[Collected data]
+++

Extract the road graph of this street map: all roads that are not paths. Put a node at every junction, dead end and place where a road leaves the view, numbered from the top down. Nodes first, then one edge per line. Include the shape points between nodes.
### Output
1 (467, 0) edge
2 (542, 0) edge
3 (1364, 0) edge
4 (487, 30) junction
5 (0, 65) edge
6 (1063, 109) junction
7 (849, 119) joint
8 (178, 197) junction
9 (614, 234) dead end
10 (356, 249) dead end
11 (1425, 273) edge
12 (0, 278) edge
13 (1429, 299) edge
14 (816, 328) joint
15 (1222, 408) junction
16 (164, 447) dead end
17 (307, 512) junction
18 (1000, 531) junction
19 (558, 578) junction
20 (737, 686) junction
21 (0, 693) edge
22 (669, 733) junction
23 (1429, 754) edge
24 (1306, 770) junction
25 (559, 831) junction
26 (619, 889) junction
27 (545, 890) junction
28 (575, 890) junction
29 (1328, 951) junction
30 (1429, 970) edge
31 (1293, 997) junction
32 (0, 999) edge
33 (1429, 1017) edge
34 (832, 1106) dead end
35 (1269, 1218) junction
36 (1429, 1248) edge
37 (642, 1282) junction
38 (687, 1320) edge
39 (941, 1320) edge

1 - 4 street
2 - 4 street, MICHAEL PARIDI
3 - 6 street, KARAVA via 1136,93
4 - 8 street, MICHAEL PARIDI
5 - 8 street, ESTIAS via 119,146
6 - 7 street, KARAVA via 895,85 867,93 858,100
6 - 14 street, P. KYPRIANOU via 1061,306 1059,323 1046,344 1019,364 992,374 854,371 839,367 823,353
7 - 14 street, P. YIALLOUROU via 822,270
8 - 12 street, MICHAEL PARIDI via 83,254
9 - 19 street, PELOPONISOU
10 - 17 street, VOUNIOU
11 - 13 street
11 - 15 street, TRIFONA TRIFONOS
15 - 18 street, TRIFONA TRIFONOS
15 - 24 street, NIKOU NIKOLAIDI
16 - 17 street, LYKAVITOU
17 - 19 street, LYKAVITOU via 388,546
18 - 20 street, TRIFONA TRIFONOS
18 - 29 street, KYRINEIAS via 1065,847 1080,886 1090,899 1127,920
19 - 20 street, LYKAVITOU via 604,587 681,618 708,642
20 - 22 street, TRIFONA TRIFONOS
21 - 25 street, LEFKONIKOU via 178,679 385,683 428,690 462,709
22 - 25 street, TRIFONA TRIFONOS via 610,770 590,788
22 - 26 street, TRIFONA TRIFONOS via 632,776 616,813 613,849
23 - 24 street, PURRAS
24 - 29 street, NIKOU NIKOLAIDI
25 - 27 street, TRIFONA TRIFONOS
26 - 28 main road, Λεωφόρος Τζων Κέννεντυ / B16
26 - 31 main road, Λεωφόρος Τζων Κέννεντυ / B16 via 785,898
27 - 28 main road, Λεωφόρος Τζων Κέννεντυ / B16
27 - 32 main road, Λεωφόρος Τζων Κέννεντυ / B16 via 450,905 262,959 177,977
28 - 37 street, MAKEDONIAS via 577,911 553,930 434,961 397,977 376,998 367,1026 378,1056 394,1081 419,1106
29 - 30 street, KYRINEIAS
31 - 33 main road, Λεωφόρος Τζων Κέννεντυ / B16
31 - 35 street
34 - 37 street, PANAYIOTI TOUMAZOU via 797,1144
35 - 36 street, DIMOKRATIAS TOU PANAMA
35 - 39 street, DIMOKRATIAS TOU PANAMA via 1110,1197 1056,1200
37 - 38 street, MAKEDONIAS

+++

--- WHAT THIS TASK INVOLVES ---
A single number is required: the count of lines in the data above that include the word "MAKEDONIAS".

--- WRITTEN SOLUTION ---
2